A set of processes for creating, communicating, and delivering value to customers and for managing customer relationships in ways that benefit an organization and its stakeholders. Marketing encompasses a wide range of activities including conducting market research; analyzing the competition; positioning a new product; pricing products and services; and promoting products and services through advertising, consumer promotion, trade promotion, public relations, and sales. All of these activities are integral tools used by companies in the marketplace that can be potentially directed toward healthier products, diets, and lifestyles.
Advertising represents the paid public presentation and promotion of ideas, goods, or services by a company or sponsor and is intended to bring a product to the attention of consumers through various media channels. It is often the most recognizable form of marketing.
Consumer promotion is a marketing activity distinct from advertising. It is also referred to as “sales promotion” and represents companies’ promotional efforts that have an immediate impact on sales. Examples of consumer or sales promotion include coupons, discounts and sales, contests, point-of-purchase displays, rebates, gifts, incentives, and product placement.
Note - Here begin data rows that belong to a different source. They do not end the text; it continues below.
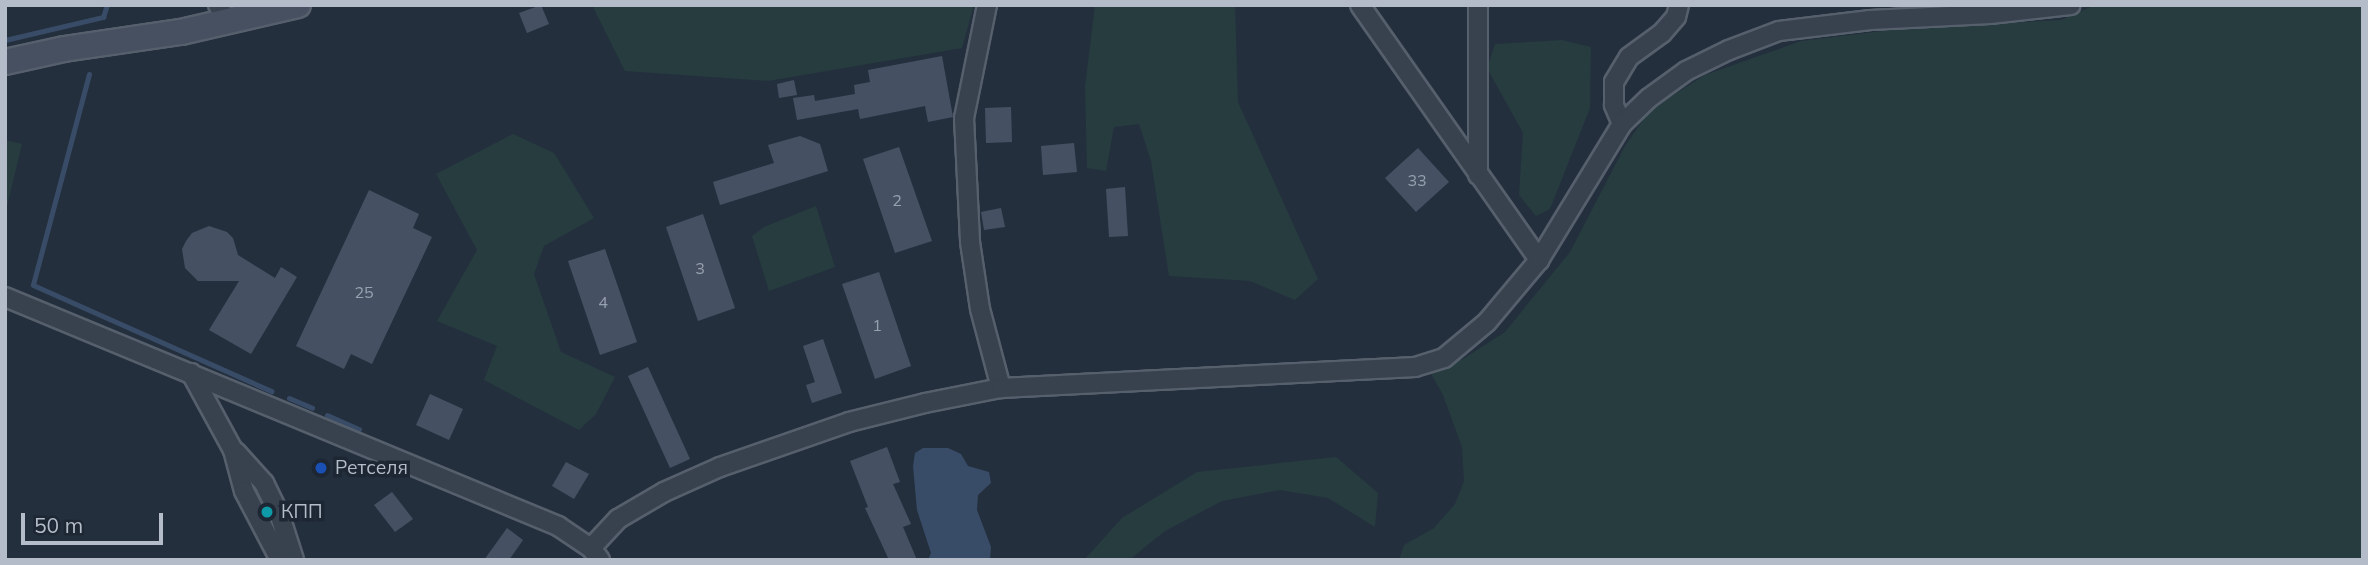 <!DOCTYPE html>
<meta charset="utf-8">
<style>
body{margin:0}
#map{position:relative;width:2368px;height:565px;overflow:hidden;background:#242f3e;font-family:Mulish,sans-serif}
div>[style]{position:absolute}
.green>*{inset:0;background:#263c3f}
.water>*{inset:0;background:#394c67}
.stream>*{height:5px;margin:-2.5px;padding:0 2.5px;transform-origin:2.5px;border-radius:2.5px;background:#394c67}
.building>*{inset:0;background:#455162}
.roads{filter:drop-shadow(2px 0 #565f6c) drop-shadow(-2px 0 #565f6c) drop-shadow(0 2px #565f6c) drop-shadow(0 -2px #565f6c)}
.street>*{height:18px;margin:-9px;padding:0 9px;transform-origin:9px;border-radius:9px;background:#38414e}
.secondary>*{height:24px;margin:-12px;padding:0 12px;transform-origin:12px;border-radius:12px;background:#465061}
.dots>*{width:19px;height:19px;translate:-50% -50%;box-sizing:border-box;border:4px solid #1d2633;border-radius:50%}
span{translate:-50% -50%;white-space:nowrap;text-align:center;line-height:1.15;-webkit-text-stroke:7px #1d2633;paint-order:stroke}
.number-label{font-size:16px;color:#98a1af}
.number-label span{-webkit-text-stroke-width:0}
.poi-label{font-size:19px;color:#b4bcc9}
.left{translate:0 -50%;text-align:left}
.frame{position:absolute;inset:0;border:7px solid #b4bcc9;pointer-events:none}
.scale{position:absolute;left:21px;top:513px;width:142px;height:32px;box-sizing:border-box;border:4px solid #b4bcc9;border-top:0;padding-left:9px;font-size:21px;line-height:24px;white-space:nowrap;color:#b4bcc9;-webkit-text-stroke:5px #1d2633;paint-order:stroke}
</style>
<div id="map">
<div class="green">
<div style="clip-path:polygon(592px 5px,974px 5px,962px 48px,768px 81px,625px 71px)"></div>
<div style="clip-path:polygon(1095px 5px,1235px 5px,1238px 102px,1318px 279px,1295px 300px,1250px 281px,1169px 276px,1151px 161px,1139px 124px,1114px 127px,1106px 171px,1087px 168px,1085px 87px)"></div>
<div style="clip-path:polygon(2095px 5px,2363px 5px,2363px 560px,1399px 560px,1404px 545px,1434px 528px,1455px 504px,1464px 481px,1462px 447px,1443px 395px,1429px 370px,1463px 359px,1505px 332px,1570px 252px,1625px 146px,1650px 110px,1705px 75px,1801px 41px,1899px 29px,2061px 20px)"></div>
<div style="clip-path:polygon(1562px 40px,1591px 47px,1590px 108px,1550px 209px,1536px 216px,1519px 195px,1523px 133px,1487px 68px,1495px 44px)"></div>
<div style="clip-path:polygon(513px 134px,554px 153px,594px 218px,544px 246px,534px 274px,561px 352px,615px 377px,596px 414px,579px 430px,484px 380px,497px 346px,437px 321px,477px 250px,436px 174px)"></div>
<div style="clip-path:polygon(5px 140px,22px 144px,5px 215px)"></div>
<div style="clip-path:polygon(816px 206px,835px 267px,769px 291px,752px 236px,764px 227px)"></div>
<div style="clip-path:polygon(1336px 457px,1378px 493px,1375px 527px,1328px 498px,1280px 490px,1222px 501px,1165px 531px,1129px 560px,1084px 560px,1122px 518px,1197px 472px)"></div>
</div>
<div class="water">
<div style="clip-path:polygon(923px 448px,948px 448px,961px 454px,968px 466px,989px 472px,991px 483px,978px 495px,977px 510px,991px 547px,990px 560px,928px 560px,931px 553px,917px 510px,913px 466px,915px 453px)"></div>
</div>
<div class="stream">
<div style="left:5px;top:40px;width:101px;rotate:-13.2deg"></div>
<div style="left:103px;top:17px;width:13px;rotate:-72deg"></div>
<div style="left:89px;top:74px;width:218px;rotate:104.9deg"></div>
<div style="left:33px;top:285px;width:261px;rotate:24deg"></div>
<div style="left:289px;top:398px;width:25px;rotate:23deg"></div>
<div style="left:327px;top:415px;width:35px;rotate:24deg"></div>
</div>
<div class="building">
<div style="clip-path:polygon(541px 5px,549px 24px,527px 33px,519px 13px)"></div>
<div style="clip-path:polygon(942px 56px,953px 117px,928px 122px,925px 106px,860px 119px,858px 109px,797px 120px,793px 98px,814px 95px,815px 101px,855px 94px,854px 85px,870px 82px,868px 70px)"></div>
<div style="clip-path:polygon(794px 80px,797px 95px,779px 98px,777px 84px)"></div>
<div style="clip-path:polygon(1011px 107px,1012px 142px,986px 143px,985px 108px)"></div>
<div style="clip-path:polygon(800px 136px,820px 144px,828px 171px,720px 205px,713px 182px,774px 163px,768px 145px)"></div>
<div style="clip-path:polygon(1074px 143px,1077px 172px,1043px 175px,1041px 146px)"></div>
<div style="clip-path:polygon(899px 147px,932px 241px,895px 253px,863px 159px)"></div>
<div style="clip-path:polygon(1418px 148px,1449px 182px,1416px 212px,1385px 178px)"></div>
<div style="clip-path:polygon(1125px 187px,1128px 236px,1109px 237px,1106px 189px)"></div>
<div style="clip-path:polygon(369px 190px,419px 214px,413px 228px,432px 237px,372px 364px,351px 354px,344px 369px,296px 346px)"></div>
<div style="clip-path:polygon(1001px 208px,1005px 227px,984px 230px,981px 212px)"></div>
<div style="clip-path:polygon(703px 214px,735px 308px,698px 321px,666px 227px)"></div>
<div style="clip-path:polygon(209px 226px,227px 232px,233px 238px,238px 255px,275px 278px,281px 267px,297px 277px,251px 354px,209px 330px,239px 281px,198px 281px,185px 268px,182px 249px,186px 241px,192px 233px)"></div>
<div style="clip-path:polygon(605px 249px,637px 342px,600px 355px,568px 261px)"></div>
<div style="clip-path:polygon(879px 272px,911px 366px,875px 379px,842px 284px)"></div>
<div style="clip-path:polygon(823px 339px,842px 393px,812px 403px,806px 385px,815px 382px,803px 346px)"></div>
<div style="clip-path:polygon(648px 367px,690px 459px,670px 468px,628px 376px)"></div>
<div style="clip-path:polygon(430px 394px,463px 409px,449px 440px,416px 425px)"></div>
<div style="clip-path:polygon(887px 447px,900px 482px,893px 484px,911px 524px,903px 527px,917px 560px,889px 560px,865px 508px,868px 507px,850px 461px)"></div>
<div style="clip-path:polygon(566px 462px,589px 474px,574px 499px,552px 486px)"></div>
<div style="clip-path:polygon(392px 492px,413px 519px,395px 532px,374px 505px)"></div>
<div style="clip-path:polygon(507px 528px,523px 540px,509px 560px,484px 560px)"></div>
</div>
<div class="roads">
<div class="street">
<div style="left:218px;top:5px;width:18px;rotate:61deg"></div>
<div style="left:987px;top:5px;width:115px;rotate:101.5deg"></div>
<div style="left:964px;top:118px;width:124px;rotate:87.2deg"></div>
<div style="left:970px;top:242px;width:68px;rotate:81.5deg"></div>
<div style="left:980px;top:309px;width:82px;rotate:75.1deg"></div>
<div style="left:1360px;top:5px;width:312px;rotate:54.9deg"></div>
<div style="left:1478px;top:5px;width:170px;rotate:90deg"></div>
<div style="left:1622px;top:124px;width:21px;rotate:-113deg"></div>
<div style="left:1614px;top:105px;width:23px;rotate:-90deg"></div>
<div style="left:1614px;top:82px;width:29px;rotate:-59deg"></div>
<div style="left:1629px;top:57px;width:41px;rotate:-36deg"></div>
<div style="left:1662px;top:33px;width:21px;rotate:-49deg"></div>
<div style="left:1676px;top:17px;width:12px;rotate:-76deg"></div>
<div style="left:5px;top:297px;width:599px;rotate:22.49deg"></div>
<div style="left:558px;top:526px;width:40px;rotate:34deg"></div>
<div style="left:591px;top:548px;width:15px;rotate:53deg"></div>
<div style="left:191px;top:373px;width:88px;rotate:61.4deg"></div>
<div style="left:233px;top:450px;width:42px;rotate:75deg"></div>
<div style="left:244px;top:491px;width:78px;rotate:62.4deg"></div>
<div style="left:236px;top:452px;width:42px;rotate:47.9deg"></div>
<div style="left:264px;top:483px;width:37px;rotate:64deg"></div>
<div style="left:280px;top:516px;width:46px;rotate:72.3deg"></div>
<div style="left:591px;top:548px;width:40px;rotate:-47deg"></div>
<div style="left:618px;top:519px;width:53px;rotate:-30.4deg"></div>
<div style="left:664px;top:492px;width:61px;rotate:-24.1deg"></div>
<div style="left:720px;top:467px;width:137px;rotate:-19.2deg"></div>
<div style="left:849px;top:422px;width:78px;rotate:-14deg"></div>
<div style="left:925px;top:403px;width:77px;rotate:-11.2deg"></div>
<div style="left:1001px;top:388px;width:415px;rotate:-2.9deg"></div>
<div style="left:1415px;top:367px;width:30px;rotate:-17deg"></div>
<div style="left:1444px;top:358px;width:56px;rotate:-39.9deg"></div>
<div style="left:1487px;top:322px;width:81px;rotate:-50deg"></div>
<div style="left:1539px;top:260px;width:159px;rotate:-58.6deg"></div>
<div style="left:1622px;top:124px;width:37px;rotate:-44deg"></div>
<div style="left:1649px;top:98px;width:46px;rotate:-36.1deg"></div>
<div style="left:1686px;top:71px;width:48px;rotate:-26deg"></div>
<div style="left:1729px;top:50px;width:53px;rotate:-20.8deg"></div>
<div style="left:1779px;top:31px;width:92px;rotate:-6.9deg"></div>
<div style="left:1870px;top:20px;width:120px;rotate:-2.9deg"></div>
<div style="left:1990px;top:14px;width:81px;rotate:-6.3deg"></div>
</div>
<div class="secondary">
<div style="left:5px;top:62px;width:60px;rotate:-12.4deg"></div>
<div style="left:64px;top:49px;width:118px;rotate:-8.3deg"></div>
<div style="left:181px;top:32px;width:120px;rotate:-13deg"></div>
</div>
</div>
<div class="dots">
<div style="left:321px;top:468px;background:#1a4fb4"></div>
<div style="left:267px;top:512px;background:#0f9aa8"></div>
</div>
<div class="number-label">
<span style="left:1417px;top:180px">33</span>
<span style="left:897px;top:200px">2</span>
<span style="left:700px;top:268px">3</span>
<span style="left:364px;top:292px">25</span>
<span style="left:603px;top:302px">4</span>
<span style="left:877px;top:325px">1</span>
</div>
<div class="poi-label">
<span class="left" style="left:335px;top:468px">Ретселя</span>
<span class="left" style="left:281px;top:512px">КПП</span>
</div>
<div class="frame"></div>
<div class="scale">50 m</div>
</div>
Trade promotion is a type of marketing that targets intermediary industry stakeholders such as supermarkets, grocery stores, convenience stores, and other food retail outlets. Examples of trade promotion strategies include in-store displays, agreements with retailers to provide specific shelf space and product positioning, free merchandise, and sales contests to encourage food wholesalers or retailers to sell more of a specific company’s branded products or product lines.
Public relations are a company’s communications and relationships with various groups including customers, employees, suppliers, stockholders, government, and the public.
Proprietary data consist of information obtained from private companies or firms that hold the exclusive rights to distribute those data, which are often collected for specific commercial purposes intended for a targeted audience. They may be available to customers who can purchase the data, and are usually not widely available to the public due to the expense.